By: Jim Elledge
On Sunday morning, May 6, Vice-President Joe Biden looked Meet the Press host David Gregory straight in the eye and announced his support of same-sex marriage. While not quite the second “shot heard round the world,” it nevertheless heralded a new, and long overdue, support of equality for all Americans. Within days, President Barack Obama made his own stance public. His views had evolved, and now he, too, would support equality in marriage. Had it not been for the unblinking eye of TV, Gregory’s moxie, and Biden’s honesty, we’d probably still be in the dark about Obama and what may very well be a deciding factor in the next election among right-wing Christians—and right-wing others.
Many of us believe that the debate over what is usually called “gay marriage” is a relatively new phenomenon in this country. We typically believe it’s a product of the push for human rights by various political ideologies at the end of the twentieth century, a consequence of TV’s inclusivity (from its Uncle Tom-ish—or would be Auntie Mame-ish?—Three’s Company to the much more with-it Modern Life), and the result of the liberalism of many icons of popular culture, from Brangelina to Lady Gaga. But that’s not the case. The debate originated in the 1950s.
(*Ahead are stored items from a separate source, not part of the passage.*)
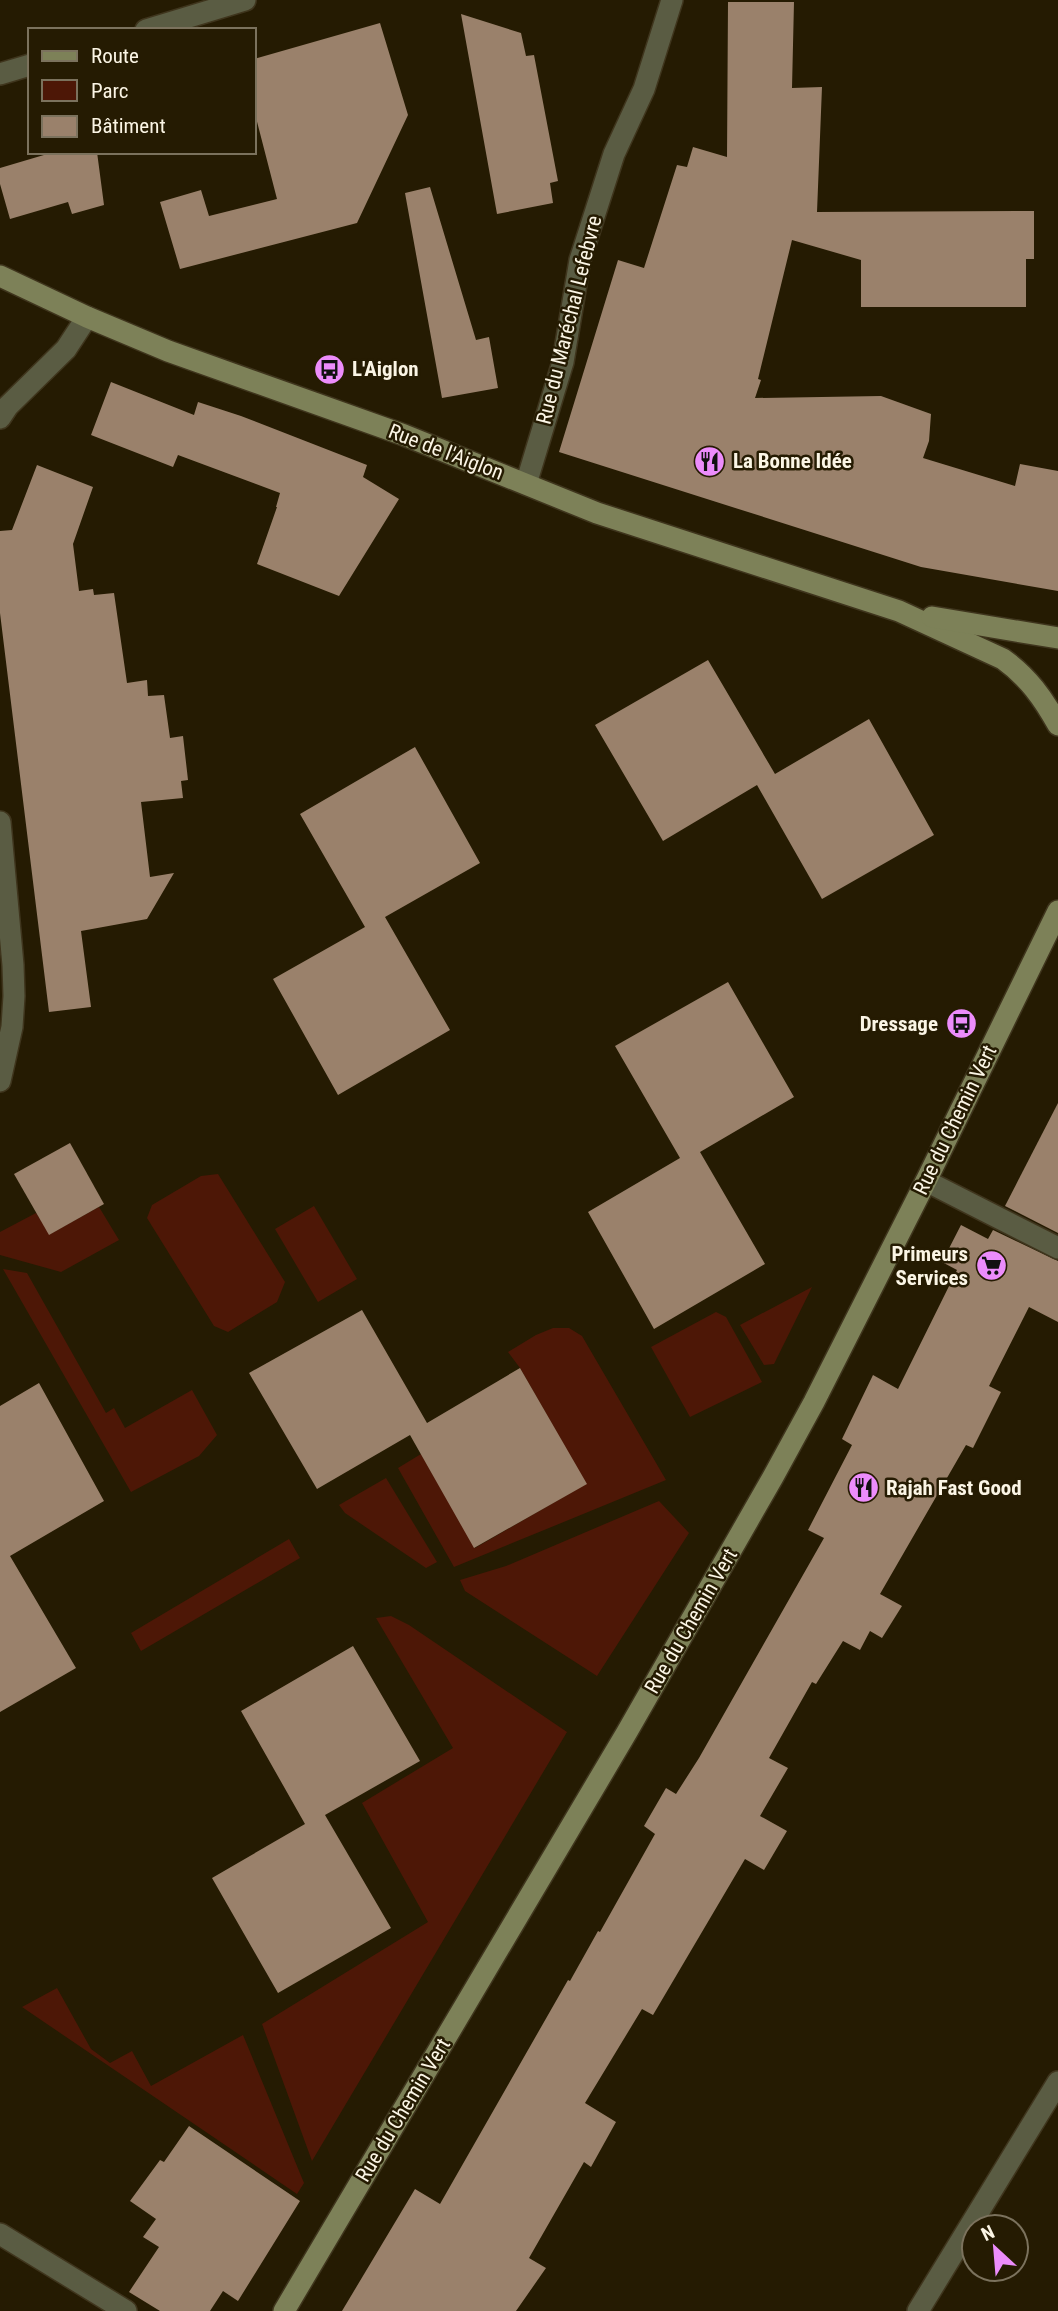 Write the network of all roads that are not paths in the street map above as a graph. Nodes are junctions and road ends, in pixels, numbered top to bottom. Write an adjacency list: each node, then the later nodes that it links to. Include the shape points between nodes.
1 (245, 0): 3 (street)
2 (673, 0): 9 (street, Rue du Maréchal Lefebvre, via 644,89 614,154 580,260 563,362)
3 (153, 28)
4 (28, 66): 5 (street)
5 (0, 74)
6 (0, 276): 7 (street, Rue de l'Aiglon)
7 (87, 317): 8 (street, via 66,349); 9 (street, Rue de l'Aiglon)
8 (0, 418)
9 (526, 484): 10 (street, Rue de l'Aiglon, via 622,522)
10 (899, 611): 11 (street, Rue de l'Aiglon); 12 (street, Rue de l'Aiglon, via 1003,659 1038,692)
11 (1058, 638)
12 (1058, 725)
13 (0, 822): 15 (street, via 14,996)
14 (1058, 911): 16 (street, Rue du Chemin Vert)
15 (0, 1081)
16 (926, 1181): 17 (street); 21 (street, Rue du Chemin Vert, via 814,1402 746,1524)
17 (1058, 1248)
18 (1058, 2082): 22 (street)
19 (0, 2234): 20 (street)
20 (126, 2311)
21 (284, 2311)
22 (918, 2311)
While I was compiling the essays in the three-volume Queers in American Popular Culture that I edited for Praeger/ABC-Clio (2010), C. Todd White submitted an eye-opening essay that he’d written entitled “Marry, Mary! (Quite Contrary): Homosexual Marriage in ONE Magazine, 1953-1959” to me. In it, White shines the spotlight on the debate among queer people—not between liberals and conservatives—about same-sex marriage as it played out in
L.A.’s leading magazine for gay men and
women. Appearing in its August 1953 issue, E.B. Saunders’ “Reformer’s Choice:
Marriage License or Just License?” was the first published article to explore
that debate, often tongue-in-cheek, and caused a stir.
Saunders succinctly revealed the complexity of the concept of gay marriage in Cold War
America when he announced that the
debate was premature: “Is it not a bit crazy to talk of homosexual marriage
when homosexual sex is still forbidden?” In every state in the Union, same-sex sexual activities were illegal, and those
caught engaged in them were subject to fines and/or prison terms. Premature or
not, “homosexual marriage” became a hot topic in ONE’s Letters to the Editor column in subsequent issues.
Interestingly, many gays pooh-poohed the idea because they were against aping
heterosexual conventions. Eventually, the hubbub died down, ONE published other
pieces, subscribers wrote other letters, and in June 1969, the world of gay men
and women changed forever because of the riot at the Stonewall Inn in Greenwich Village.
Almost sixty years ago, the first debate of same-sex marriage was noted in an obscure magazine with a tiny subscription base and quickly forgotten. Then as now, popular culture played an important role in the debate. Then as now, it was a complicated issue.